業務の外部委託はしても、リスクまで委託してはならない

クラウドの脅威、法規制、そしてベンダーのリスク対策

クラウド サービスを使いこなす企業が増えるに伴い、クラウドへの信頼が高まり、サービス利用率は増加しています。その結果、サイバー犯罪者がクラウドに目を付けることもまた、避けられなくなります。クラウド ストレージやクラウド プロセスへ移行される機密データや社外秘データの量は増えていますが、大多数の企業は、今後も最重要データを自社データセンターに保管すると予測されています。実際には、その方がリスクは高いかもしれません。

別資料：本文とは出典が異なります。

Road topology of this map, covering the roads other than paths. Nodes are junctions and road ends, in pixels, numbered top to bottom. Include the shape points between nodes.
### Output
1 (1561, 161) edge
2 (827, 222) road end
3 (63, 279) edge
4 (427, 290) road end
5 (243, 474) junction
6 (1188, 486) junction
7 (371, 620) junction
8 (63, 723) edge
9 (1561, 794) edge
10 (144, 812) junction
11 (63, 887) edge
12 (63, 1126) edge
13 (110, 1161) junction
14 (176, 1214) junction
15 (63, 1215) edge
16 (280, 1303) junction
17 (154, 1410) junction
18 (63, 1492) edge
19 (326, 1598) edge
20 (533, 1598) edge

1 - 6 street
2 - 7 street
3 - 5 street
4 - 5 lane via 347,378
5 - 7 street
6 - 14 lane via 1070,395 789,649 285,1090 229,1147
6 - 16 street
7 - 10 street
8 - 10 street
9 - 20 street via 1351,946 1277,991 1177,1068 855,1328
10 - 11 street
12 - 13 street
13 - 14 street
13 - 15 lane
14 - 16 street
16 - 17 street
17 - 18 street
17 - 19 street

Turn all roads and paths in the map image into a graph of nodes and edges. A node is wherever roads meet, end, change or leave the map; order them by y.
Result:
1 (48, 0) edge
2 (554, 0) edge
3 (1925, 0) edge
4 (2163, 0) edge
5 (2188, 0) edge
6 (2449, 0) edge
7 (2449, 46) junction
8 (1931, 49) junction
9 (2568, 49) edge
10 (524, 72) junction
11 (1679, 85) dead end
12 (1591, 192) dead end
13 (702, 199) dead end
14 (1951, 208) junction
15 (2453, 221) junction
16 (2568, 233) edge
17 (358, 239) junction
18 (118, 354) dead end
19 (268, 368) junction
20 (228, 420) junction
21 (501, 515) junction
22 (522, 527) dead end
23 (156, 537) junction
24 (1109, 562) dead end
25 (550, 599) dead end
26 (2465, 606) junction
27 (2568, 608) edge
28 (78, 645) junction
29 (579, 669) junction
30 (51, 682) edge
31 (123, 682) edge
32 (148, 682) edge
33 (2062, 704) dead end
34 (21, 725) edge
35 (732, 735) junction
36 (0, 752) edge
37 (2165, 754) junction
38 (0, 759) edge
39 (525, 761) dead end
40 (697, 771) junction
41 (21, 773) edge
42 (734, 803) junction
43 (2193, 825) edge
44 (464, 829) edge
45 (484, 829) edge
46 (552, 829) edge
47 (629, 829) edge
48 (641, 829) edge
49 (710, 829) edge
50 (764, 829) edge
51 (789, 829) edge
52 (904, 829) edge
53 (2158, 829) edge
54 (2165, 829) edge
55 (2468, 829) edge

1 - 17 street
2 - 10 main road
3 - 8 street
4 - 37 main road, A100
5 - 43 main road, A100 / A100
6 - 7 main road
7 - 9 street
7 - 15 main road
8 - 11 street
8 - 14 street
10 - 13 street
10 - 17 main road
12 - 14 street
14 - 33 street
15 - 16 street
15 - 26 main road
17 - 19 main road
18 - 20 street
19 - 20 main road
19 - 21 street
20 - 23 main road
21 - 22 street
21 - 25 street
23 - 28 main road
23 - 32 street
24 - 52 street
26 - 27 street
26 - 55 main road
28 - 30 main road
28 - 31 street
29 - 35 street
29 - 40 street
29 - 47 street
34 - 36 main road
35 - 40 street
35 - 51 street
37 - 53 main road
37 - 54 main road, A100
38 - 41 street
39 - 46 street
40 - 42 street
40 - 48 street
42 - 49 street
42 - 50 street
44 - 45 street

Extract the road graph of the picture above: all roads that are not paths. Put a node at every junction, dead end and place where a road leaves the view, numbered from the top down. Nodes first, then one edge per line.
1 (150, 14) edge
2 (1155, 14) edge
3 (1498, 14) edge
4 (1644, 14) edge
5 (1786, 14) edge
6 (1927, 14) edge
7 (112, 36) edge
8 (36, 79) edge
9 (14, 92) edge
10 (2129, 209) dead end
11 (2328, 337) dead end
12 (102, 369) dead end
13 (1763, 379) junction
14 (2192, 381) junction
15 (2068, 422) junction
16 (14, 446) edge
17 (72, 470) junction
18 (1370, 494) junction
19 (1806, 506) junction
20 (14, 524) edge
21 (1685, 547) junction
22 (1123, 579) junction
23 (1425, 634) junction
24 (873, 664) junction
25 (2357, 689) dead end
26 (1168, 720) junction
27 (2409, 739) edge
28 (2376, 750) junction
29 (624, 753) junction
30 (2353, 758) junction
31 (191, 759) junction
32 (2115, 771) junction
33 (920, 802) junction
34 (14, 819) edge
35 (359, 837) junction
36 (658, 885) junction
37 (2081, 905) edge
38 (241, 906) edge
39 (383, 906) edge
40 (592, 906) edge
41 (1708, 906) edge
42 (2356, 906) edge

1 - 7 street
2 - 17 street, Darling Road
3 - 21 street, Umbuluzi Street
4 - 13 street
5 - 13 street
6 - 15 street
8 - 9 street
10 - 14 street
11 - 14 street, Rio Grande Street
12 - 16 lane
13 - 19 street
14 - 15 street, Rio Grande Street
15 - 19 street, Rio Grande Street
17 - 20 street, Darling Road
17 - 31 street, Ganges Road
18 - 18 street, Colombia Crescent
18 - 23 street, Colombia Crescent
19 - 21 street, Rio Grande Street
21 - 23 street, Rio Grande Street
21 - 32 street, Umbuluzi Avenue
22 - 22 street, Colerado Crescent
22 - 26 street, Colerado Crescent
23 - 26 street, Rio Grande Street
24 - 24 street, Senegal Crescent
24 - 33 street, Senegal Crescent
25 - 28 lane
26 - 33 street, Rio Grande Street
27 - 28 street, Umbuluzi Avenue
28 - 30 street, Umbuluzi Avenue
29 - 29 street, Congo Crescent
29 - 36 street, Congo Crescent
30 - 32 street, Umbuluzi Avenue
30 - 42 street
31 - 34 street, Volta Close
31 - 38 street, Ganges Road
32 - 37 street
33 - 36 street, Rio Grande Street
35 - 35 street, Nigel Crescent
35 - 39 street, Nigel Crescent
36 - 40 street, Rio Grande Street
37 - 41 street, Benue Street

セキュリティ リソースの奥行きと幅が共に広がっているため、プライベート クラウドよりもパブリック クラウドの方が安全であることはほぼ間違いありません。

McAfee Labsの専門家が将来的なクラウドの脅威、法規制、またベンダーの対応について議論した内容をMcAfee Labs 2017年の脅威予測レポートにまとめました。重大な脅威として、旧式の認証システムを原因とするリスクの継続、クラウド ワークロードの可視性や管理の不足、現在の規制上の課題が挙げられています。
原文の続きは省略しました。